Income volatility and the design of insurance exchanges

If you read one article this morning on income volatility and the design of health insurance exchanges, this is the one.

If you read one piece of health policy wonkery today, you should read this article by Benjamin Sommers and Sara Rosenbaum. Rosenbaum is a familiar national voice in Medicaid and health reform. You may not know Sommers as well, but you will. He is a health services researcher who has done great work on CHIP transitions and takeup (e.g. here).

Their article goes public about a technical but important, issue that’s been kicking around below the public’s radar screen in the health policy community. How do we serve people whose incomes vary over the year? You may be snoozing already, but if you stay awake for a moment, you’ll see why this is both important and complicated to address. And why health reform needs some Midrash that has yet to be written.

Suppose that you are a single mom who earns about $30,000 per year. Maybe you are a waitress. Maybe you work in a retail outlet and are given fluctuating hours by your employer. On average, you earn about $2,500 per month. Only you don’t earn that every month. You earn a lot around the holidays and during peak vacation periods. You don’t earn much in other months when hours are scarce or tips are fewer.

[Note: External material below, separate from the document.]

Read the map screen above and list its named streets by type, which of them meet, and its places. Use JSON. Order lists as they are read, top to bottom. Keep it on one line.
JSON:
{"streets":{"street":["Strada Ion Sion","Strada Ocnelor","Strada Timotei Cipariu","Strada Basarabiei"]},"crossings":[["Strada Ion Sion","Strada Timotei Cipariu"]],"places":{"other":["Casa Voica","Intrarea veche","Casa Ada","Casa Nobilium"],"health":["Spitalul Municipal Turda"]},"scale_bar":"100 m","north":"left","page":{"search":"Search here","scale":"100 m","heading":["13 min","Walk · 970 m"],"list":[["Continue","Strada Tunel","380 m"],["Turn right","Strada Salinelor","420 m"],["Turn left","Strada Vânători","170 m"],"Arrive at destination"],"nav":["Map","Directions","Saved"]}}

Based on your monthly income, you are sometimes eligible for Medicaid, and you sometimes earn more than that and belong on a health insurance exchange. Depending how these issues are handled, you could be placed into one of these arrangements or the other. Worst of all, you could churn back and forth as your personal circumstances push you above or below the line for Medicaid eligibility. Such income volatility poses administrative challenges for the people insuring you. This may also disrupt your healthcare if Medicaid and your plan within the health insurance exchange have different provider networks or different policies regarding your care.

Sommers and Rosenbaum use longitudinal data from the Survey on Income and Program Participation (SIPP) to examine how common such volatility really is. (I’m annoyed at myself that I didn’t write this paper, since my colleagues Luke Shaefer, Colleen Grogan, and I have used SIPP to examine somewhat related issues.

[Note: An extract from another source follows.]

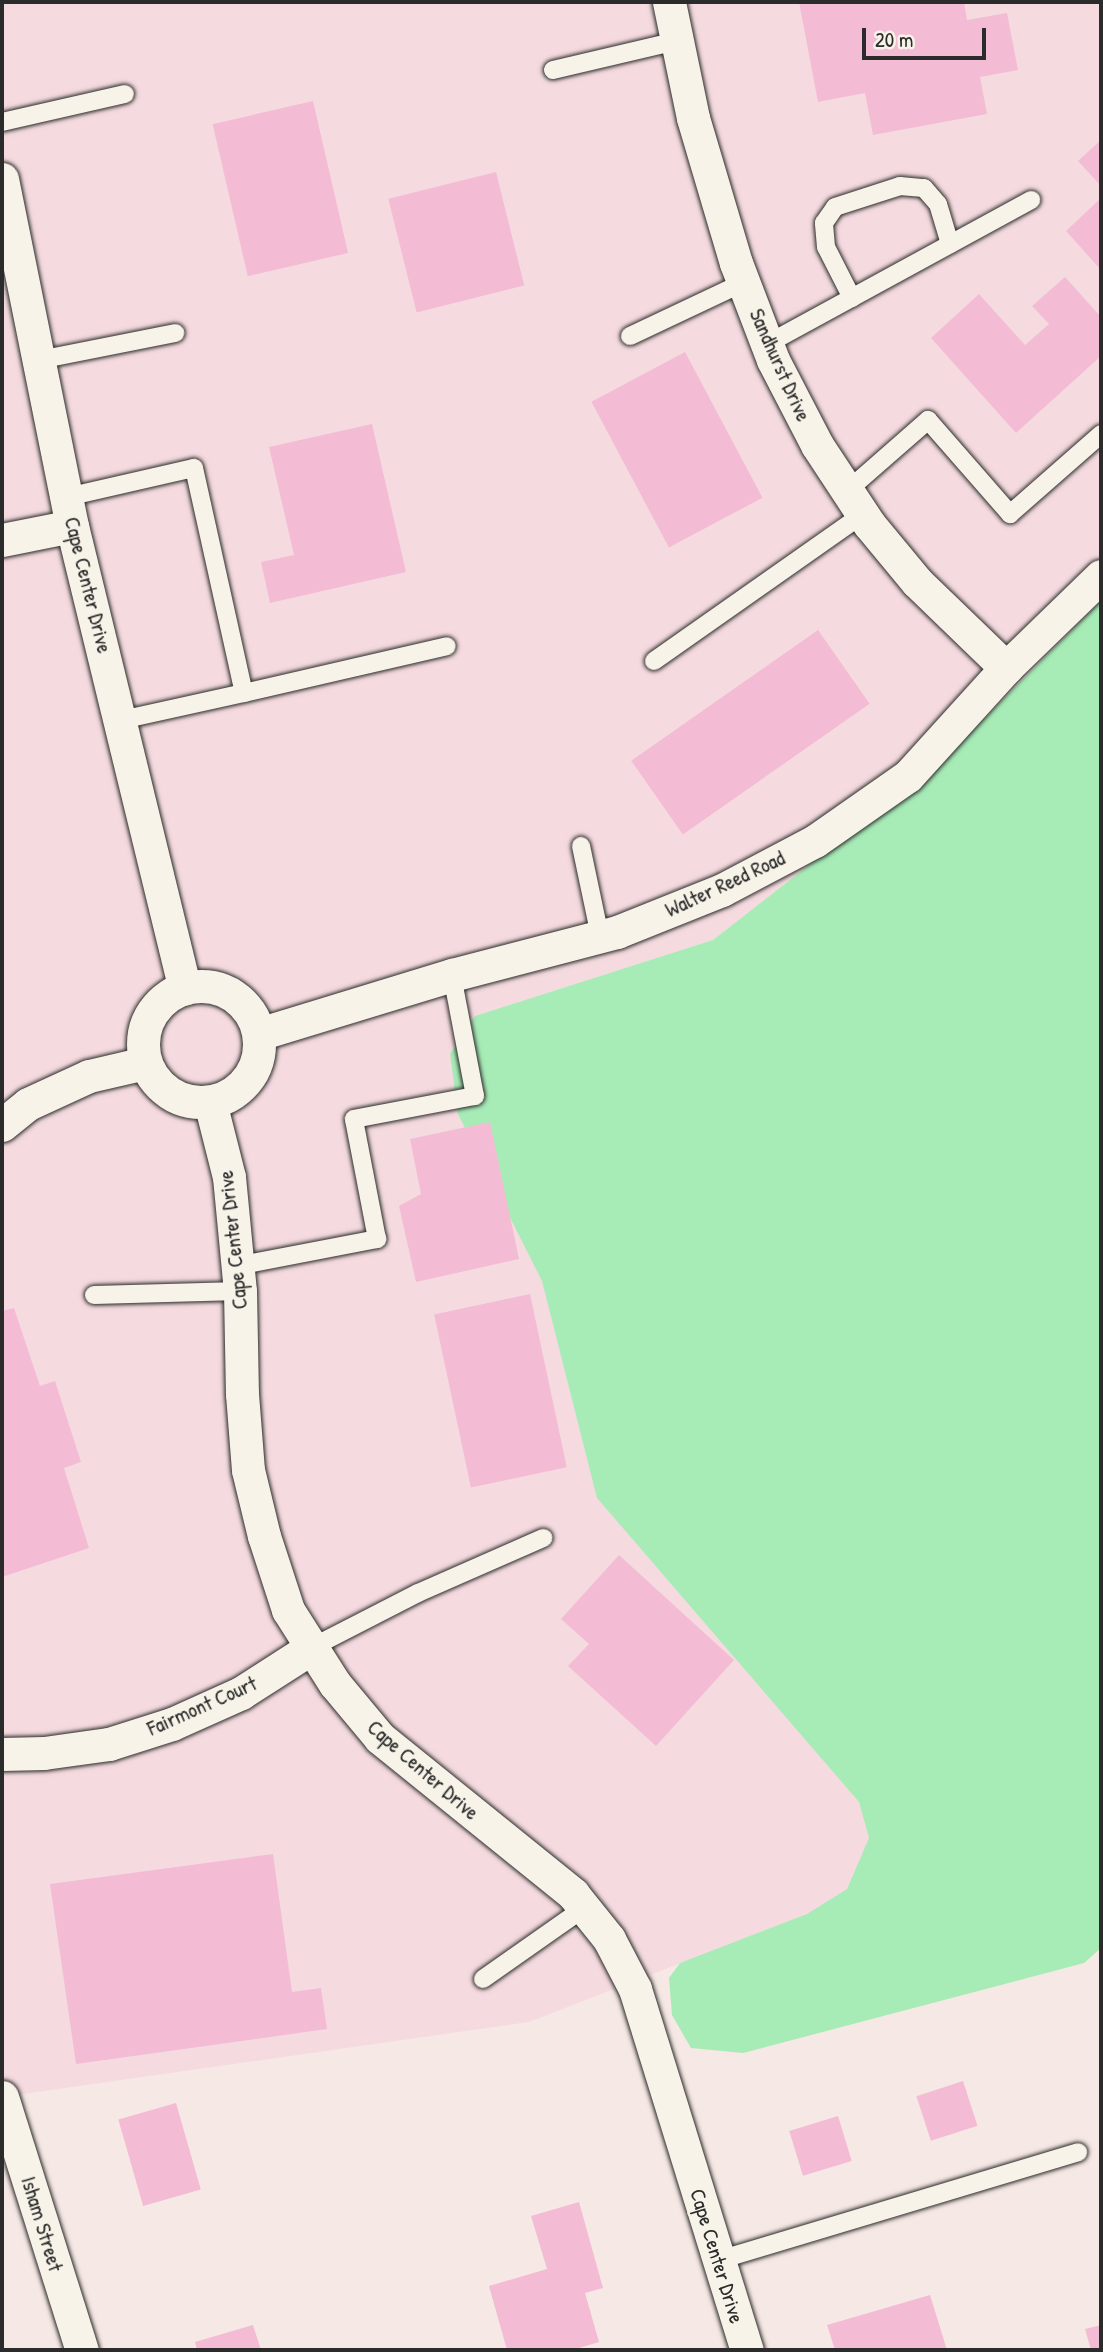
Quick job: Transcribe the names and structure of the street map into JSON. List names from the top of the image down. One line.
{"streets":{"street":["Sandhurst Drive","Cape Center Drive","Walter Reed Road","Fairmont Court","Isham Street"]},"crossings":[["Sandhurst Drive","Walter Reed Road"],["Cape Center Drive","Walter Reed Road"],["Cape Center Drive","Fairmont Court"]],"scale_bar":"20 m"}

Sommers and Rosenbaum’s numerical findings speak for themselves.:

We estimate that within six months, more than 35 percent of all adults with family incomes below 200 percent of the federal poverty level will experience a shift in eligibility from Medicaid to an insurance exchange, or the reverse; within a year, 50 percent, or 28 million, will.

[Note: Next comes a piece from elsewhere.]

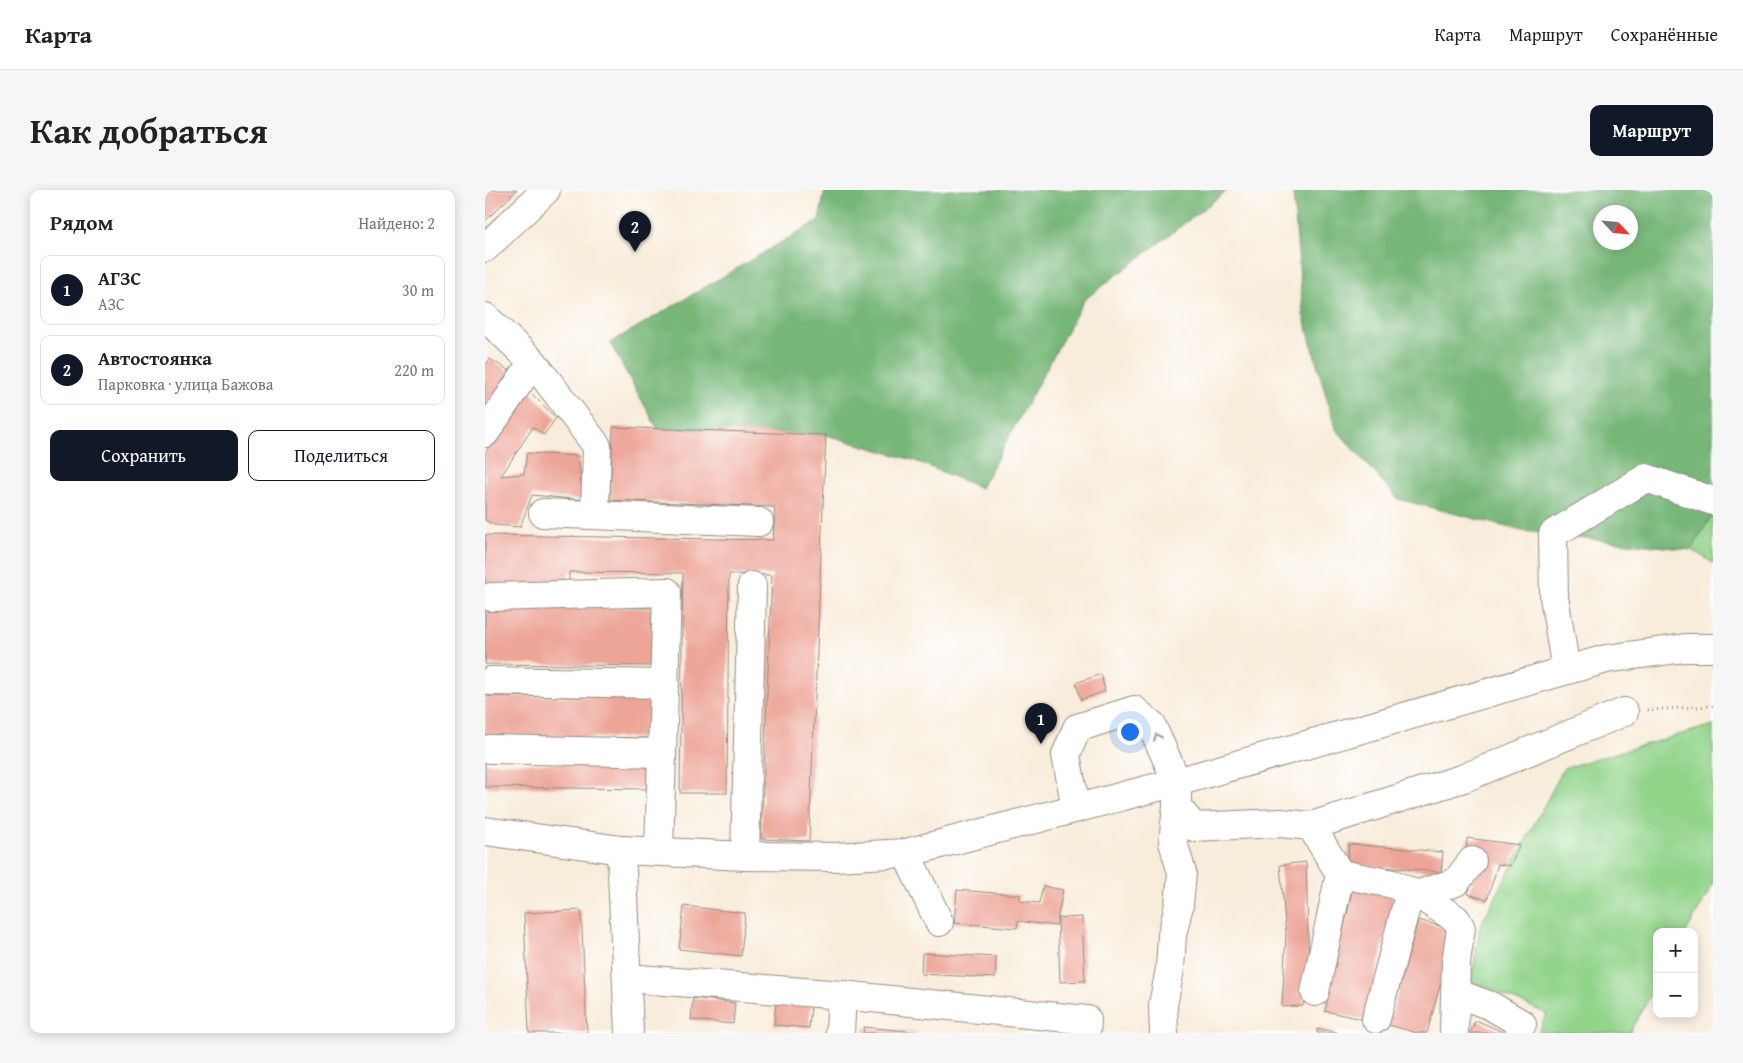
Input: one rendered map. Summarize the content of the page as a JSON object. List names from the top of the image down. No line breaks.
{"north":"bottom right","page":{"header":"Карта","nav":["Карта","Маршрут","Сохранённые"],"title":"Как добраться","buttons":["Маршрут",["Сохранить","Поделиться"]],"heading":["Рядом","Найдено: 2"],"pins":["2","1"],"list":[{"mark":"1","name":"АГЗС","note":"АЗС","value":"30 m"},{"mark":"2","name":"Автостоянка","note":"Парковка · улица Бажова","value":"220 m"}],"map_buttons":["+","−"]}}
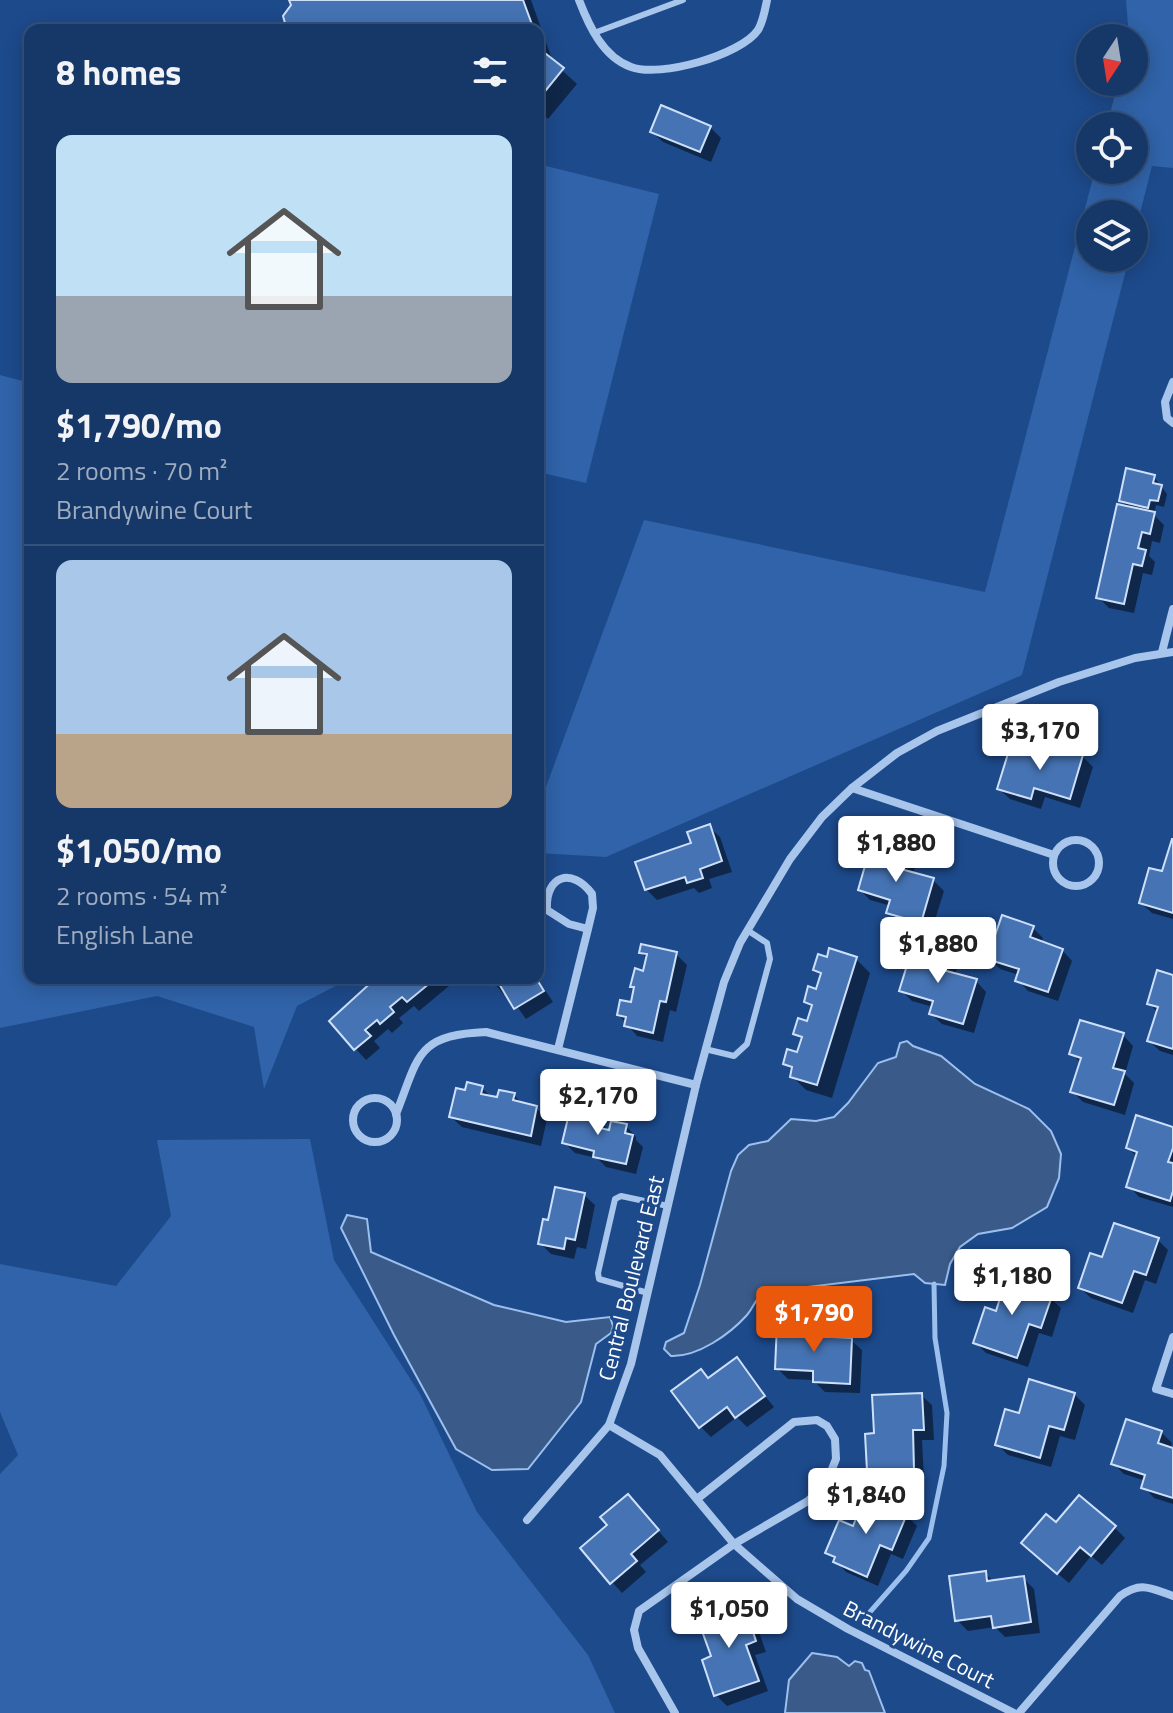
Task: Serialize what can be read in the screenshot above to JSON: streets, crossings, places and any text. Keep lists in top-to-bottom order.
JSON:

States need to account for this in their design health insurance exchanges, and to allow a more permeable boundary between the new exchanges and Medicaid. Sommers and Rosenbaum provide some pretty sensible policy suggestions. I’ll let you read their take and decide for yourself.

The Affordable Care Act is pretty silent about how these issues should be handled. For all the juvenile criticisms of passing a many-paged bill, a few-thousand pages provides only a basic structure and roadmap for health reform. Much of the hard work resides in the yet-to-be-written administrative and regulatory Midrash that goes along with it.

The federal government and the states had better be talking. 2014 is not so far away.

Author: Harold Pollack

Harold Pollack is Helen Ross Professor of Social Service Administration at the University of Chicago. He has served on three expert committees of the National Academies of Science. His recent research appears in such journals as Addiction, Journal of the American Medical Association, and American Journal of Public Health. He writes regularly on HIV prevention, crime and drug policy, health reform, and disability policy for American Prospect,, and other news outlets. His essay, "Lessons from an Emergency Room Nightmare" was selected for the collection The Best American Medical Writing, 2009. He recently participated, with zero critical acclaim, in the University of Chicago's annual Latke-Hamentaschen debate.

8 thoughts on “Income volatility and the design of insurance exchanges”

  1. I think the fairest way is to have people pay based on their lowest monthly income from the previous year. Otherwise, you’re just nickel-and-diming people who don’t make much to begin with. And these are probably not the people using a lot of resources anyway, under-using them if anything.

  2. Kill me now!!

    How many more examples justifying the need for a national health care system do we have to see before we find a way to get it done. All of these boundary conditions go away if you just provide health care for everyone.

  3. Real problems are hard enough without pre-occupying yourself with problems you’ve created by “compromising” with people acting in bad faith.

  4. Bruce, huge problems have been created by not compromising. The anger on the right about Obamacare means they are trying to destroy it and will allow no perfecting legislation. If some program which had some buy in from the right had been put in place, there would have been some possibility of going forward. As it is, I expect the whole thing will likely topple.

  5. Dave Schutz,

    If some program which had some buy in from the right had been put in place, there would have been some possibility of going forward.

    The program that was put in place had substantial buy in from the right, until the exact second it became Obama’s proposal.

    In other words, there is no animal of the type you describe.

  6. @dave schutz: “. . . huge problems have been created by not compromising.”

    It seems to me that there was a great deal of compromise, in the shaping of both the proposals given serious consideration and the final program. If we cannot agree on the facts, I don’t see that there’s much else to discuss.